En réalité, il existe une différence fondamentale entre l’avortement et la peine de mort. Dans le premier cas, il s’agit de la mise à mort d’un innocent, qui en plus n’a aucun moyen de se défendre. Dans le deuxième cas, il s’agit de la mise à mort d’un coupable. Souvent, ce coupable est un criminel qui a tué des innocents et qui pourrait récidiver.

Selon Léon XIV, soutenir la peine de mort n’est pas compabible avec le fait d’être “en faveur de la vie”. Mais alors le Magistère unanime de l’Église pendant vingt siècles doit être considéré comme n’ayant pas été en faveur de la vie. En effet, les papes et les conciles, jusqu’au début du 21e siècle, ont enseigné que la peine de mort, dans certains cas, était permise moralement[2]. Dans l’encyclique Casti connubii de 1930, le pape Pie XI, s’élevant avec force contre le crime de l’avortement, écrivait : « Le droit de punir de mort ne vaut que contre les coupables. Il ne vaut pas contre les innocents »[3].

On pourrait objecter le cinquième commandement du Décalogue : « Tu ne tueras pas »[4]. Saint Augustin et saint Thomas ont répondu à l’objection. Ce précepte interdit de tuer l’innocent. Mais il n’est pas injuste de tuer les malfaiteurs ou les ennemis de l’État. Cela ne va pas contre ce précepte du Décalogue[5].

Si un objectant insiste en invoquant le droit à la vie possédé par tout être humain, nous répondons en citant le pape Pie XII dans son discours du 14 septembre 1952 : « Même quand il s’agit de l’exécution d’un condamné à mort, l’État ne dispose pas du droit de l’individu à la vie.

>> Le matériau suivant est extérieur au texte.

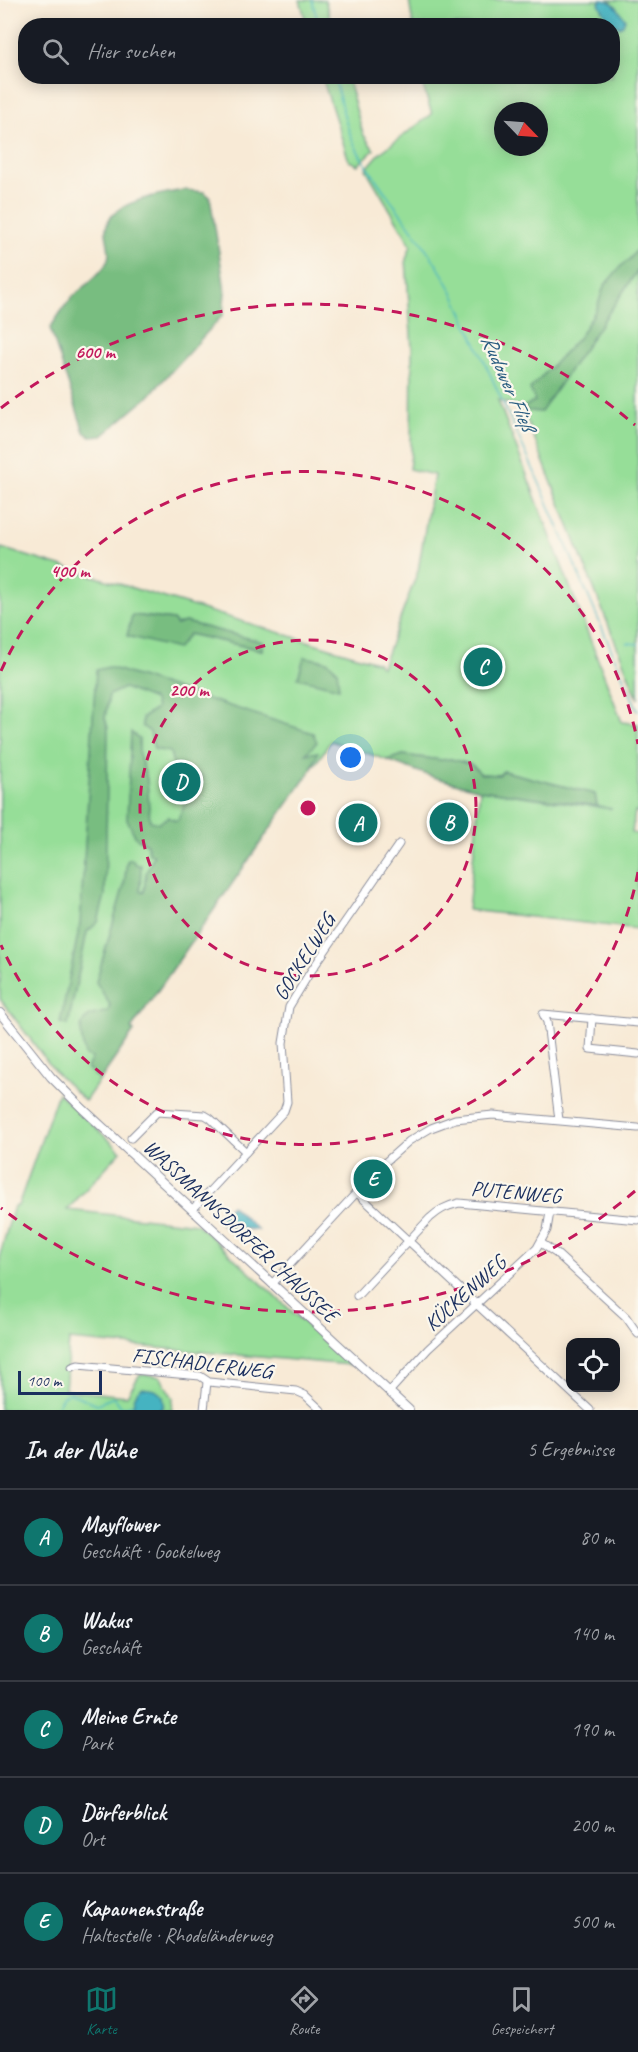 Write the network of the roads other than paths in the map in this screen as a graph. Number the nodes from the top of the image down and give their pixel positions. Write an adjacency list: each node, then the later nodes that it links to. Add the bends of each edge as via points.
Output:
1 (399, 844): 9 (street, GOCKELWEG, via 293,1000 283,1043 286,1107)
2 (0, 1013): 11 (street, WASSMANNSDORFER CHAUSSEE, via 51,1077)
3 (592, 1018): 4 (street); 5 (street, via 590,1049); 6 (street, via 543,1014)
4 (638, 1023)
5 (638, 1053)
6 (559, 1120): 7 (street); 10 (street, via 494,1115 443,1123 409,1141)
7 (638, 1128)
8 (131, 1138): 9 (street, via 157,1112 205,1115)
9 (246, 1152): 11 (street, GOCKELWEG)
10 (356, 1192): 14 (street); 16 (street)
11 (192, 1210): 16 (street, WASSMANNSDORFER CHAUSSEE)
12 (550, 1212): 13 (street, PUTENWEG); 14 (street, PUTENWEG, via 459,1203 440,1209); 15 (street, KÜCKENWEG)
13 (638, 1220)
14 (409, 1241): 17 (street, PUTENWEG); 18 (street)
15 (541, 1243): 18 (street, KÜCKENWEG); 19 (street, via 626,1317)
16 (272, 1284): 22 (street, WASSMANNSDORFER CHAUSSEE)
17 (357, 1296)
18 (476, 1304): 22 (street, KÜCKENWEG); 26 (street)
19 (638, 1335)
20 (72, 1367): 21 (street, FISCHADLERWEG, via 200,1376)
21 (207, 1382): 23 (street); 24 (street, FISCHADLERWEG, via 296,1391)
22 (389, 1392): 25 (street, WASSMANNSDORFER CHAUSSEE)
23 (204, 1410)
24 (321, 1410)
25 (409, 1410)
26 (590, 1410)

Il est réservé alors au pouvoir public de priver le condamné du bien de la vie, en expiation de sa faute, après que, par son crime, il s’est déjà dépossédé de son droit à la vie ».

Il faut plutôt se demander si l’opposition à la peine de mort est vraiment un comportement en faveur de la vie. Si un criminel a tué sauvagement une multitude d’innocents et si, dépourvu de toute contrition, il souhaite récidiver, se comporter en faveur de la vie consiste-t-il à protéger à tout prix la vie de ce criminel ou bien plutôt à protéger la vie des paisibles citoyens innocents qui risquent de se faire assassiner ? Défendre la vie humaine, n’est-ce pas punir sévèrement ceux qui la détruisent et établir une législation apte à dissuader les assassins potentiels pour protéger les innocents ?

Et que dire de la légitime défense et de la guerre juste ? L’homme qui tue son injuste agresseur ou le soldat qui tue l’envahisseur de sa patrie mérite-t-il le reproche de Léon XIV de ne pas être « pro-vie » ? Ce reproche ne doit-il pas tomber plutôt sur l’injuste agresseur, ennemi de la vie humaine ?

Il n’y a donc aucune incohérence, mais au contraire une parfaite logique, à se battre contre l’avortement tout en soutenant la légitimité de la peine de mort pour certains dangereux criminels multirécidivistes.

Abbé Bernard de Lacoste


[1] Voir le site la-croix.com du 1er octobre 2025.

[2] Voir les articles de l’abbé J.-M. Gleize dans Super hanc petram, t. 2, pp. 135-140 et 159-169.

[3] Dz 3720.

[4] Exode, XX, 13.

[5] Somme théologique, Ia IIae, q. 100, art. 8, ad 3.